2021 annual update of remuneration
R&D answers your questions
Many of you have asked us questions about the 2021 update of remuneration and how the Method is applied.
You have informed us of the growing confusion between the old and new methods, the taking into account of inflation and the evolution of GDP, the effects of the exception clause and the moderation clause, etc.
In keeping with its commitment to always listen to colleagues, R&D answers your questions and is at your disposal for any further clarification you may require.
The new “Method” in force since 2014
In order to respect the principle of parallelism in the purchasing power of European and national officials, the Staff Regulations provide for an annual update of remuneration method.
During the 2014 reform, a new method was defined to avoid the problems encountered in the past and in particular differences and discussions between the Member States and the institutions (see Annex XI).
On the basis of this new Method, the procedure for updating remuneration and pensions has thus become automatic and no longer involves arduous negotiations with the Council or the adoption of additional legal acts, as was previously the case, requiring each adjustment to be the subject of a Council Regulation.
Annual update of the remuneration
On the basis of the new Method’, the annual update of remuneration is calculated from two components:
1. The cost of living (inflation) in Belgium and Luxembourg (Joint index ) calculated between June of the previous year and June of the current year according to the distribution of the staff serving in those Member States (see. Annex XI, Section 1, Article I (2))
2. The evolution of the purchasing power of national civil servants in central governments (specific indicators) in a set of 10 EU countries accounting for 80 % of EU GDP. (see Annex XI, Section 1, Article (4))
Reminder of the results of the application of the Method in 2020
In 2020, the annual update of remuneration should have been 3.2%: 0.7 % inflation and 2.5 % increase in purchasing power.
Staff only received 0.7 % because of the application of the exception clause (see. Annex XI, Section 2, Chapter 5, Article 11) which was triggered by the 5.9 % fall in GDP.
The exception clause applies in the event of a fall in GDP.
However, unlike the method in force until 2014, which allowed the Council simply to invoke “a serious and sudden crisis” to definitively refuse any annual increase — as it would undoubtedly have been the case on this occasion of such a significant fall in GDP — due to the new exception clause, the increase is not definitively lost but postponed until GDP reaches its pre-crisis value.
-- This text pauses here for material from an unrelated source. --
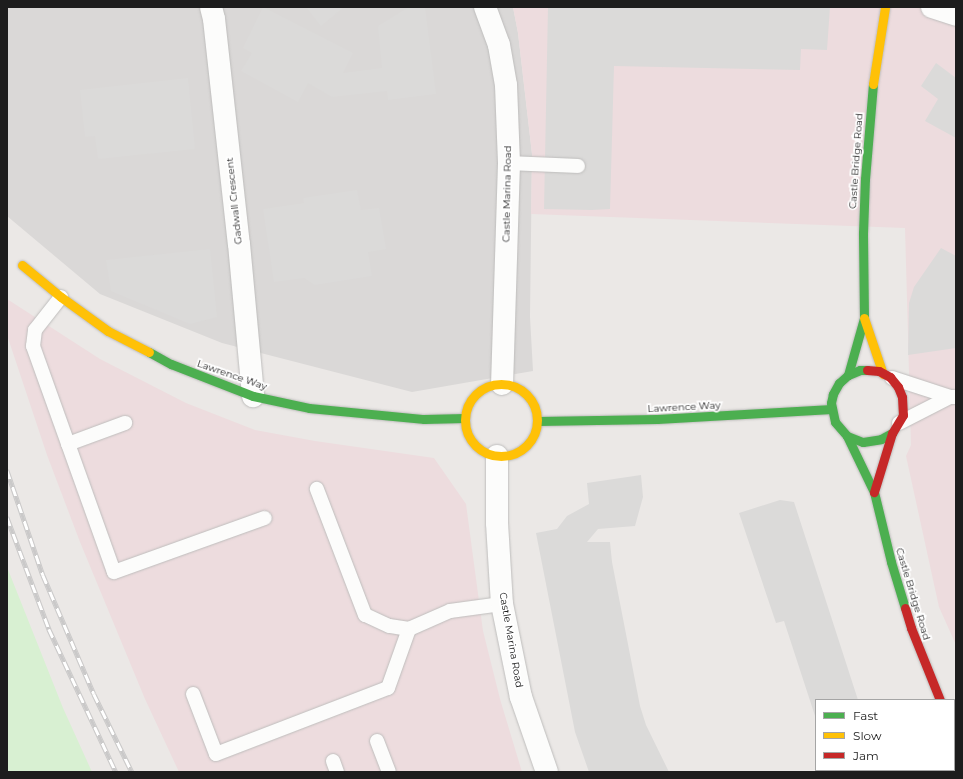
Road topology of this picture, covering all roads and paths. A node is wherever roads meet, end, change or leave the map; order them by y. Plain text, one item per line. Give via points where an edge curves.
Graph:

And the increase in inflation is paid for in all cases.
This has a significant positive impact on the calculation of our wages and pensions.
Thus, given the fall in GDP (-5.9 %), the part of the 2020 adjustment brought about by comparing the purchasing power of national civil servants in the EU (+ 2.5 %) was not paid in 2020 and was postponed until GDP returned to its initial value in 2019.
Application of the Method in 2021
Between July 2020 and July 2021, the cost of life was estimated at + 2.1 % (joint index), while the changes in the purchasing power of national civil servants in central governments is 0.2 % (specific indicators).
The sum of the two, i.e. 1.9 %, will be reflected in our December 2021 salary slip with retroactive effect from 1 July 2021.
Furthermore, the GDP of the 10 countries will only increase by 4.8 %, not reaching the pre-crisis value and not compensating for the decrease recorded in 2019 (-5.9 %).
The 2.5 % increase in 2020 will therefore be postponed until December 2022 in the absence of a new crisis.
There is also a moderation clause, which is implemented if the increase exceeds 2%. (see. Annex XI, Section 2, Chapter 5, Article 10).
This could be the case in December 2022 if the 2.5 % in 2020 is added to the (so far unknown) calculation of inflation and the evolution of purchasing power in 2022.
But again any increase above 2 % is not lost and is carried over the following year.
There will therefore be a positive adjustment in December 2021 but limited of 1.9% in December salary slip with retroactive effect from 1 July 2021.
Unfortunately, the increase in GDP in 2020 was not sufficient to recover its value in 2019 and the 2.5 % adjustment, which was not paid in 2020, is postponed until 2022.